Graves didn’t have any real founder experience under his belt.
In fact, the only relevant experience he had in the space was getting rejected from a job at Foursquare. But rather than accepting defeat, he went to restaurants and pretended that he worked for the company and signed them up for the service. After doing so, he came back to Foursquare with his results: 30 signups from bars and restaurants. Unsurprisingly, they added him to the team, signing him as an intern in their business development group.
Despite his inexperience, Kalanick admired Graves hustle and had a good feeling he’d be the right one for the job.
Turns out, to be a successful founder, hustle is necessary but not sufficient.
He simply didn’t have the “it” factor and had a hard time closing on capital from investors.
Kalanick, understanding this was a now-or-never moment, flipped his sentiment and realized that if this company was going to be successful, he would have to be the captain of the ship.
He thanked Graves for his service and relegated him to be VP of business operations.
Ubercab.com was soon up and running, with rides being 50% more than taxis due to their luxurious nature, as well as the reliability and convenience.
What really changed the game for “UberCab” was the transition from their website to an app.
Of the numerous questions that founders regularly receive, one of the most popular is “why now?” For Uber, this may have been the easiest to answer.
Steve Jobs had recently developed the revolutionary iPhone and, more importantly, eventually allowed third party apps to be stored on the device.
Although he changed his mind after a while, he wasn’t originally a big fan of the idea.
JOHN DOERR (KLEINER PERKINS PARTNER): Steve, I’ve got an idea–I’ll raise a massive fund to invest in aspiring founders building tech companies and we’ll funnel the best ones to be apps on the iPhone.
STEVE JOBS: No, stop right there. I don’t want a wave of ( ) apps from outsiders polluting this phone. Not going to happen.
This development of allowing companies to distribute their software directly to iPhone users perfectly fit Uber’s dream vision.

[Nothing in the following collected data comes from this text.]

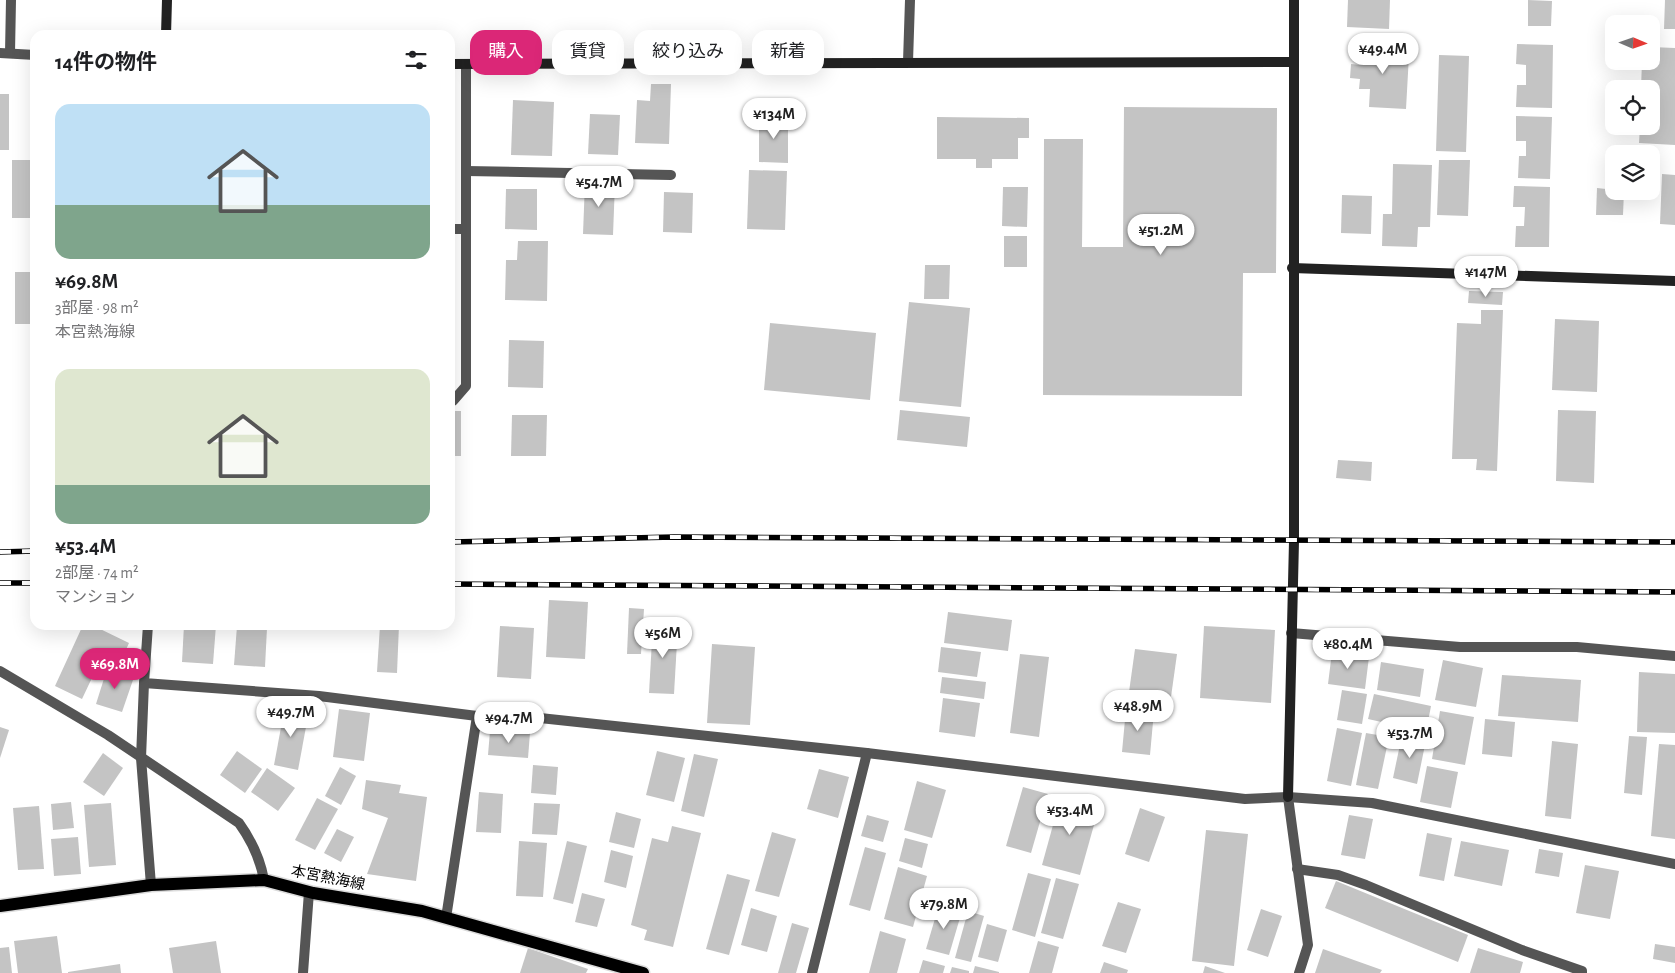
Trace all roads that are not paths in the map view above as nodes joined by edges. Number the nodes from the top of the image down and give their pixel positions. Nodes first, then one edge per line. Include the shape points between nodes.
1 (11, 0) edge
2 (167, 0) edge
3 (910, 0) edge
4 (1294, 0) edge
5 (166, 30) edge
6 (5, 53) edge
7 (30, 55) edge
8 (908, 62) junction
9 (1293, 62) junction
10 (455, 64) edge
11 (466, 64) junction
12 (466, 172) junction
13 (671, 175) dead end
14 (455, 229) edge
15 (466, 229) junction
16 (1292, 268) junction
17 (1675, 281) edge
18 (455, 399) edge
19 (148, 630) edge
20 (1292, 633) junction
21 (1675, 656) edge
22 (0, 671) edge
23 (144, 683) junction
24 (477, 716) junction
25 (867, 753) junction
26 (141, 758) junction
27 (1288, 797) junction
28 (1675, 864) edge
29 (1297, 869) junction
30 (264, 880) junction
31 (151, 885) junction
32 (309, 892) junction
33 (0, 906) edge
34 (446, 918) junction
35 (303, 973) edge
36 (643, 973) edge
37 (812, 973) edge
38 (1299, 973) edge
39 (1582, 973) edge

1 - 6 street
2 - 5 street
3 - 8 street
4 - 9 street
6 - 7 street
8 - 9 street
8 - 11 street
9 - 16 street
10 - 11 street
11 - 12 street
12 - 13 street
12 - 15 street
14 - 15 street
15 - 18 street via 466,386
16 - 17 street
16 - 20 street
19 - 23 street
20 - 21 street via 1460,647 1576,648
20 - 27 street
22 - 26 street
23 - 24 street via 319,696
23 - 26 street
24 - 25 street via 540,718
24 - 34 street
25 - 27 street via 1245,799
25 - 37 street
26 - 30 street via 239,822 260,860
26 - 31 street
27 - 28 street via 1372,802
27 - 29 street
29 - 38 street via 1308,946
29 - 39 street via 1338,875 1366,884 1522,950 1572,965
30 - 31 main road, 本宮熱海線
30 - 32 main road, 本宮熱海線
31 - 33 main road, 本宮熱海線
32 - 34 main road, 本宮熱海線
32 - 35 street
34 - 36 main road, 本宮熱海線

Uber also had to change their name from UberCab to Uber to avoid regulatory scrutiny from the San Francisco Municipal Transportation Agency.
Now that Uber had the founder, branding, vision, and distribution set in place, they were ready to test the product-market fit.
Their game plan for attracting drivers consisted of buying hundreds of iPhones with Uber pre-downloaded in bulk at a discounted price and giving them away for free.
They also provided a handful of incentives and bonuses for hitting a minimum number of rides per week.
For riders, the first several rides were often provided at steep discounts, enticing users to spread the word and fuel Uber’s organic growth.
And boy, was their growth off the charts.
Uber was an instant hit in the Bay Area.
However, there is an infamous euphemism in Silicon Valley that rang especially true in Uber’s case:
“Mo’ growth, mo’ problems.”
Uber’s primary growth-related obstacle was transportation officials.
San Francisco bureaucrats arrived at their office and handed them a cease and desist letter. Even worse, they would face fines every day they remained open of up to $5,000. But it didn’t stop there. If they still didn’t cooperate, they would face jail time.
Graves and Austin Geidt, head of GTM in other cities, were shook and thought it was the end of the business they had worked so diligently to build.
Rob Hayes, First Round Capital partner and Uber board member, was shocked, as his portfolio companies had never been in this situation.
Kalanick, on the other hand, kept cool, calm, and collected.
When Graves asked Kalanick what they were going to do, he responded with three simple words:
KALANICK: We ignore it.
Kalanick was a competitor and he was not going down without a fight.
And the fight was just getting started.